Collected data
◆ ◆ ◆ ◆ ◆ ◆ ◆
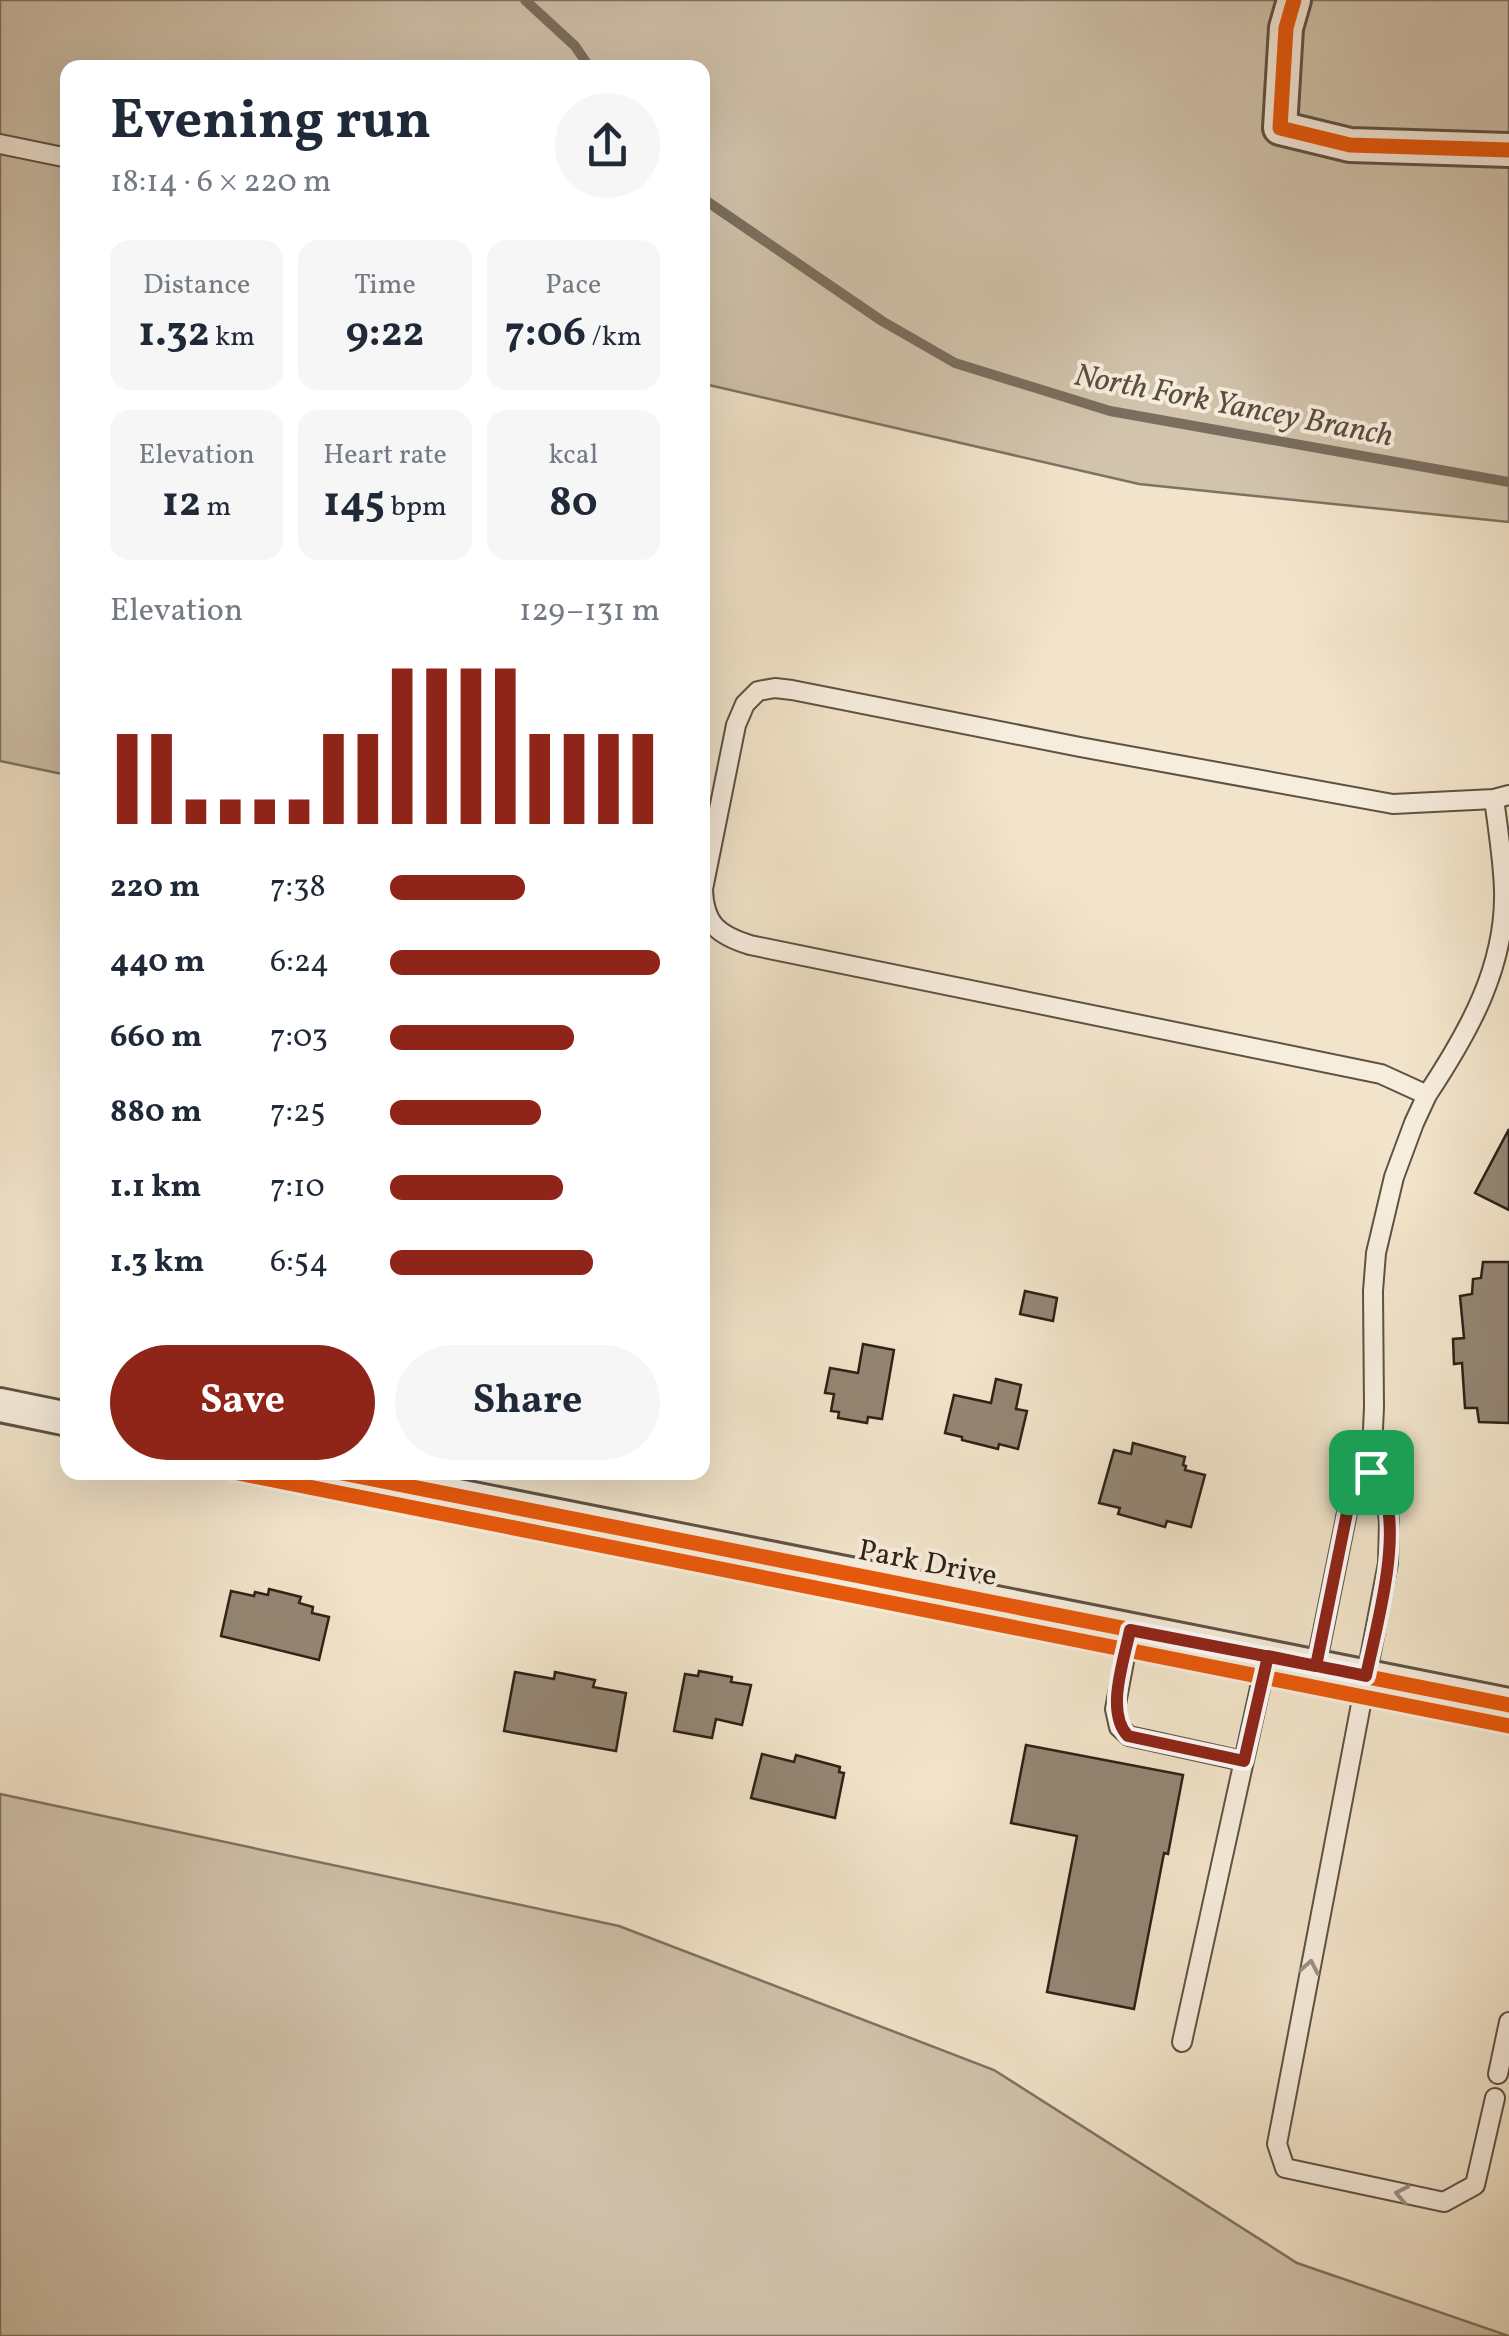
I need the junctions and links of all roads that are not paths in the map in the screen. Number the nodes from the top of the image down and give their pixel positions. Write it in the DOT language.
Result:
graph roads {
  1 [pos="1294,0"];
  2 [pos="0,144"];
  3 [pos="1509,150"];
  4 [pos="60,156"];
  5 [pos="1501,797"];
  6 [pos="710,854"];
  7 [pos="710,920"];
  8 [pos="1427,1096"];
  9 [pos="0,1405"];
  10 [pos="60,1417"];
  11 [pos="1371,1472"];
  12 [pos="377,1480"];
  13 [pos="1130,1630"];
  14 [pos="1268,1656"];
  15 [pos="1316,1666"];
  16 [pos="1366,1676"];
  17 [pos="1509,1705"];
  18 [pos="1244,1761"];
  19 [pos="1509,2022"];
  20 [pos="1182,2042"];
  21 [pos="1498,2074"];
  22 [pos="1495,2098"];
  1 -- 3 [label="street"];
  2 -- 4 [label="lane"];
  5 -- 6 [label="lane"];
  5 -- 8 [label="lane"];
  7 -- 8 [label="lane"];
  8 -- 11 [label="lane"];
  9 -- 10 [label="street"];
  11 -- 15 [label="lane"];
  11 -- 16 [label="lane"];
  12 -- 13 [label="street, Park Drive"];
  13 -- 14 [label="street, Park Drive"];
  13 -- 18 [label="lane"];
  14 -- 15 [label="street, Park Drive"];
  14 -- 18 [label="lane"];
  15 -- 16 [label="street, Park Drive"];
  16 -- 17 [label="street, Park Drive"];
  22 -- 16 [label="lane, one-way"];
  18 -- 20 [label="lane"];
  19 -- 21 [label="lane"];
}
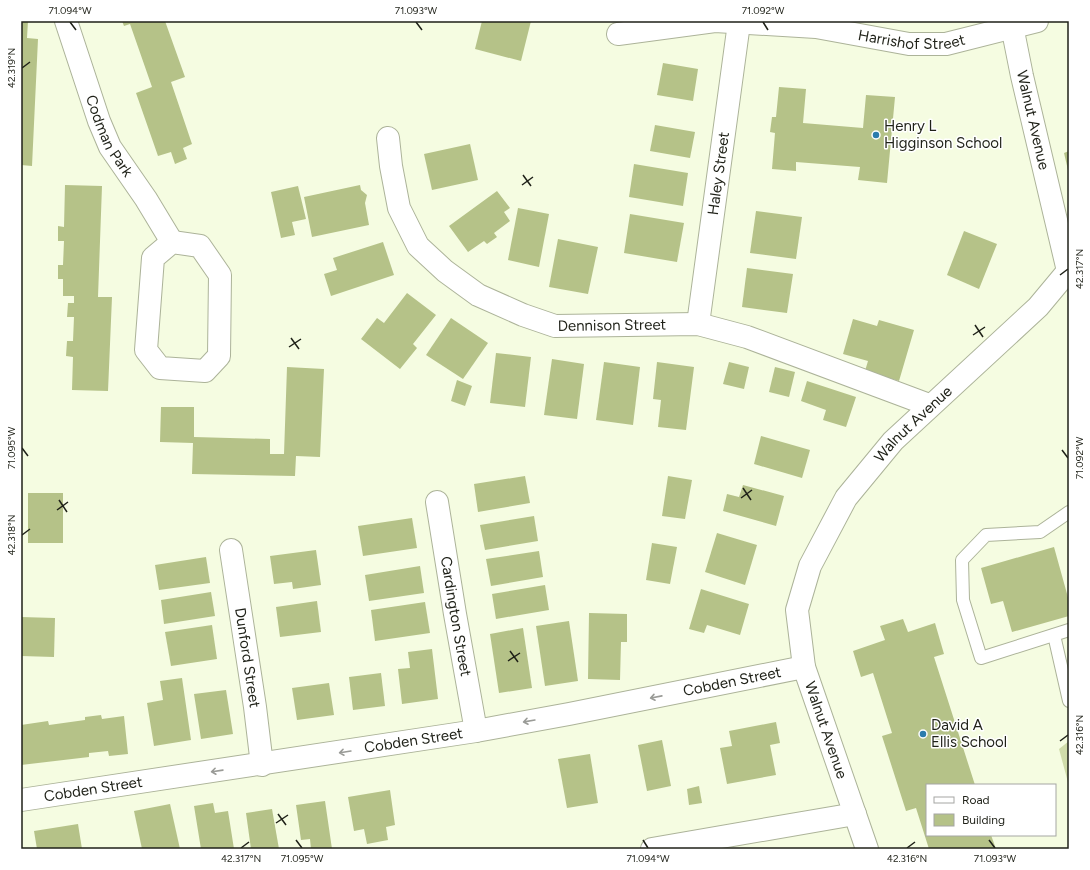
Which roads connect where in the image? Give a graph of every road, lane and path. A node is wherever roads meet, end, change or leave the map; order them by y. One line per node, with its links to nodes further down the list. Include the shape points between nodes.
1 (66, 21): 7 (street, Codman Park, via 110,147)
2 (1037, 21): 4 (street, Harrishof Street)
3 (739, 22): 4 (street, Harrishof Street, via 816,27 909,44 946,44); 5 (street, Harrishof Street, via 715,21); 9 (street, Haley Street)
4 (1012, 24): 8 (street, Walnut Avenue)
5 (618, 34)
6 (388, 138): 9 (street, Dennison Street, via 399,208 418,246 445,271 478,294 522,315 555,326)
7 (172, 242): 7 (street, via 153,258 146,350 160,368 205,371 218,356 220,275 200,246)
8 (1069, 272): 10 (street, Walnut Avenue, via 1000,344)
9 (698, 324): 10 (street, Dennison Street, via 747,337)
10 (929, 405): 16 (street, Walnut Avenue, via 893,440 846,498 810,566 797,610)
11 (437, 502): 18 (street, Cardington Street)
12 (1069, 512): 15 (lane, via 1040,532 986,535 962,560 963,600 981,658)
13 (231, 550): 19 (street, Dunford Street)
14 (1069, 630): 15 (lane)
15 (1054, 635): 17 (lane)
16 (804, 667): 18 (street, Cobden Street, one-way to 18); 21 (street, Walnut Avenue)
17 (1069, 701)
18 (476, 731): 19 (street, Cobden Street, one-way to 19)
19 (262, 765): 20 (street, Cobden Street, one-way to 20)
20 (21, 800)
21 (855, 814): 22 (street); 23 (street, Walnut Avenue)
22 (652, 849)
23 (868, 849)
◆ ◆ ◆ ◆ ◆ ◆ ◆
* **AIM OF THE TASK**
Each line that contains the string "image" counts once; report how many such lines the entries have, giving only the number.

* **SOLUTION TO THE PROBLEM**
2